Work to complete
Every record below must be returned word for word, with the pictures left out.

Records provided

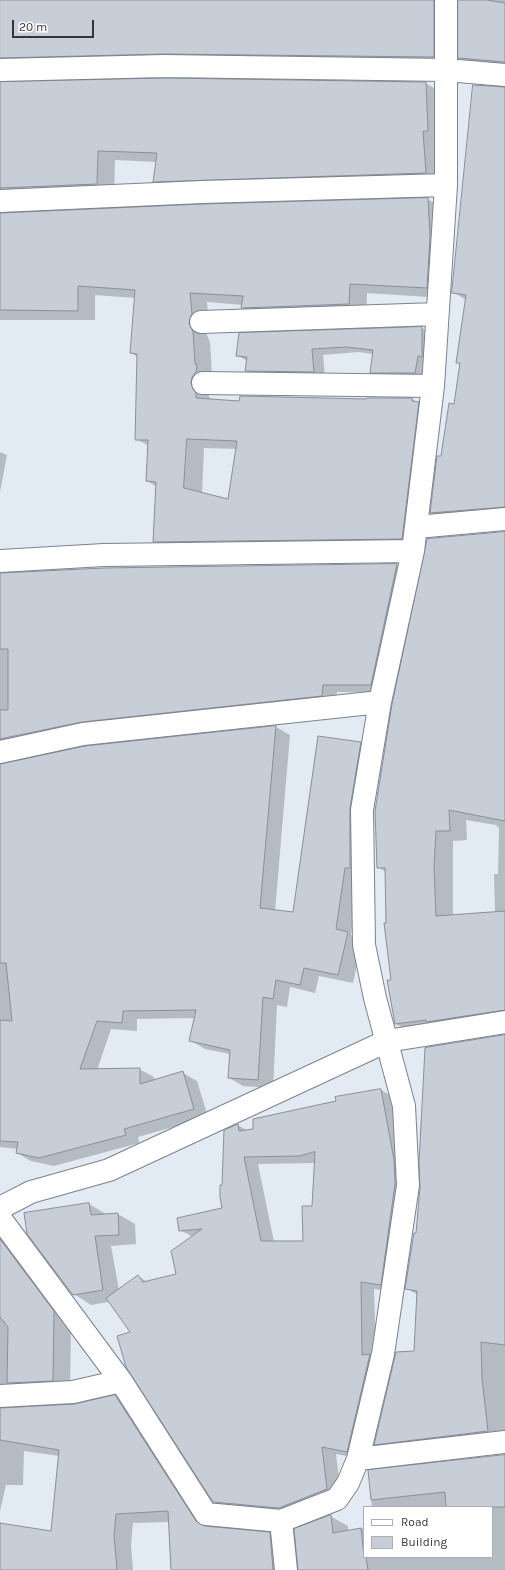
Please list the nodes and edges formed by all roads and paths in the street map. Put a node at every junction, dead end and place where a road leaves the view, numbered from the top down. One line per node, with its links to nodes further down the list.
1 (446, 0): 3 (street)
2 (0, 70): 3 (street)
3 (447, 70): 4 (street); 5 (street)
4 (505, 75)
5 (446, 185): 6 (street); 7 (street)
6 (0, 201)
7 (437, 314): 8 (street); 10 (street)
8 (201, 322)
9 (203, 383): 10 (street)
10 (433, 386): 12 (street)
11 (505, 519): 12 (street)
12 (417, 527): 13 (street)
13 (413, 551): 14 (street); 15 (street)
14 (0, 561)
15 (380, 702): 16 (street); 18 (street)
16 (0, 752)
17 (505, 1022): 18 (street)
18 (387, 1041): 19 (street); 24 (street)
19 (0, 1208)
20 (0, 1218): 21 (street)
21 (121, 1381): 22 (street); 25 (street)
22 (0, 1396)
23 (505, 1442): 24 (street)
24 (358, 1459): 25 (street)
25 (281, 1521): 26 (street)
26 (286, 1570)

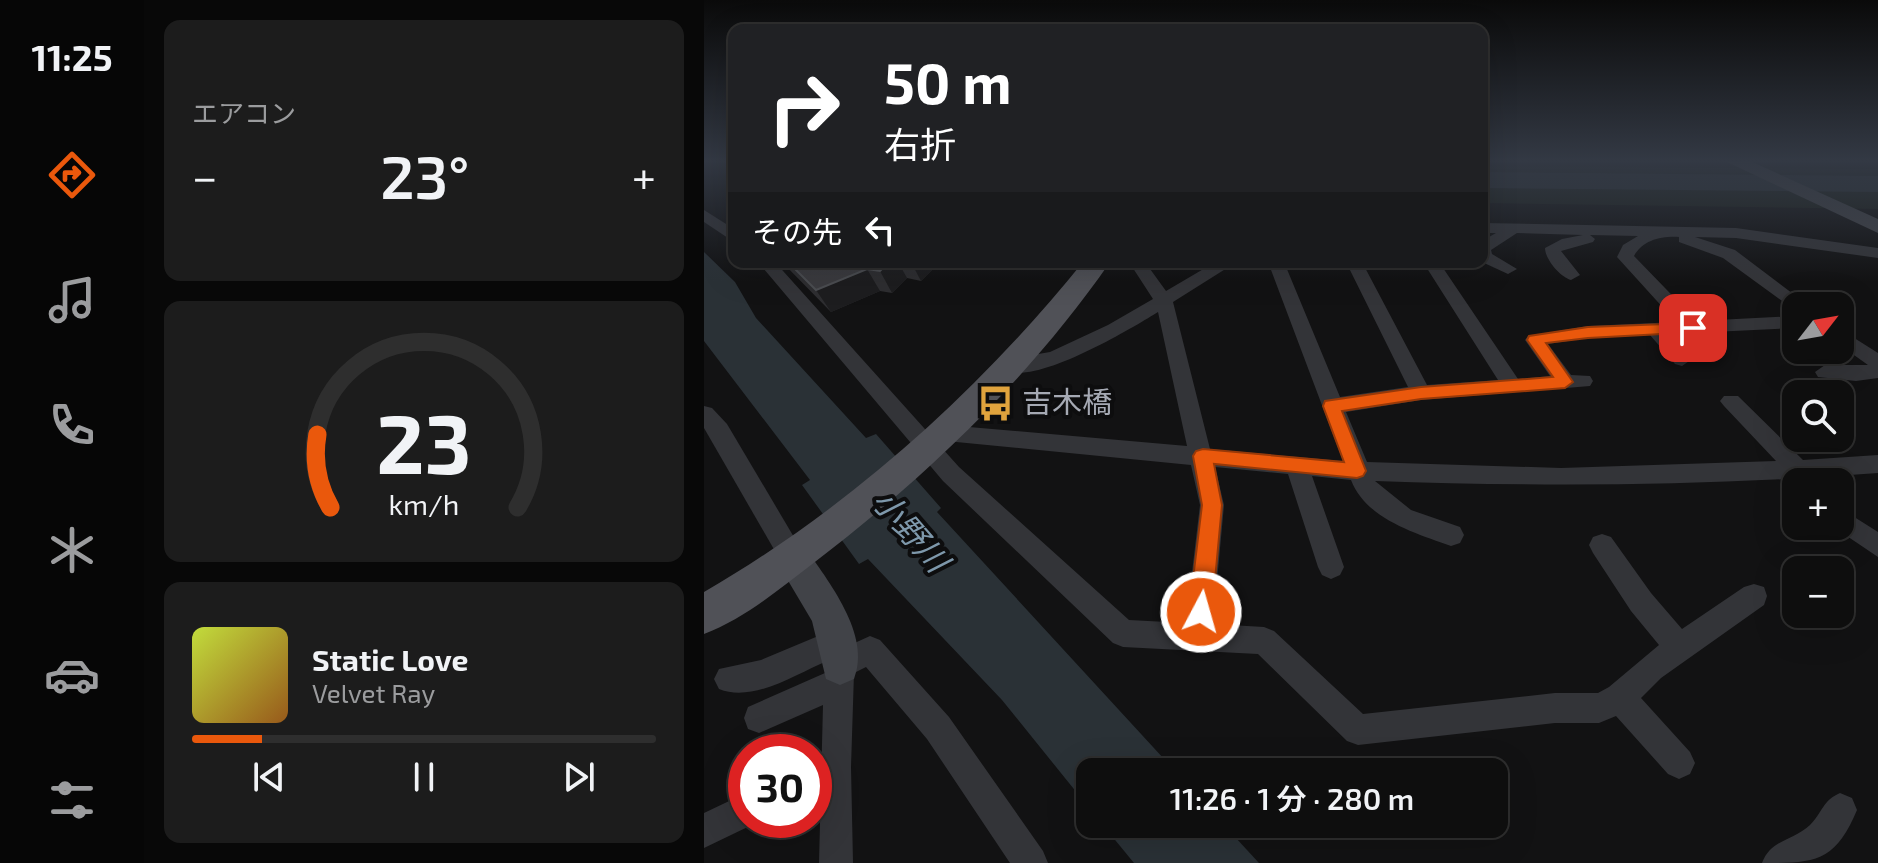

Answer space
Please list the nodes and edges formed by all roads and paths in the street map. Put a node at every junction, dead end and place where a road leaves the view, numbered from the top down. One line per node, with its links to nodes further down the list.
1 (446, 0): 3 (street)
2 (0, 70): 3 (street)
3 (447, 70): 4 (street); 5 (street)
4 (505, 75)
5 (446, 185): 6 (street); 7 (street)
6 (0, 201)
7 (437, 314): 8 (street); 10 (street)
8 (201, 322)
9 (203, 383): 10 (street)
10 (433, 386): 12 (street)
11 (505, 519): 12 (street)
12 (417, 527): 13 (street)
13 (413, 551): 14 (street); 15 (street)
14 (0, 561)
15 (380, 702): 16 (street); 18 (street)
16 (0, 752)
17 (505, 1022): 18 (street)
18 (387, 1041): 19 (street); 24 (street)
19 (0, 1208)
20 (0, 1218): 21 (street)
21 (121, 1381): 22 (street); 25 (street)
22 (0, 1396)
23 (505, 1442): 24 (street)
24 (358, 1459): 25 (street)
25 (281, 1521): 26 (street)
26 (286, 1570)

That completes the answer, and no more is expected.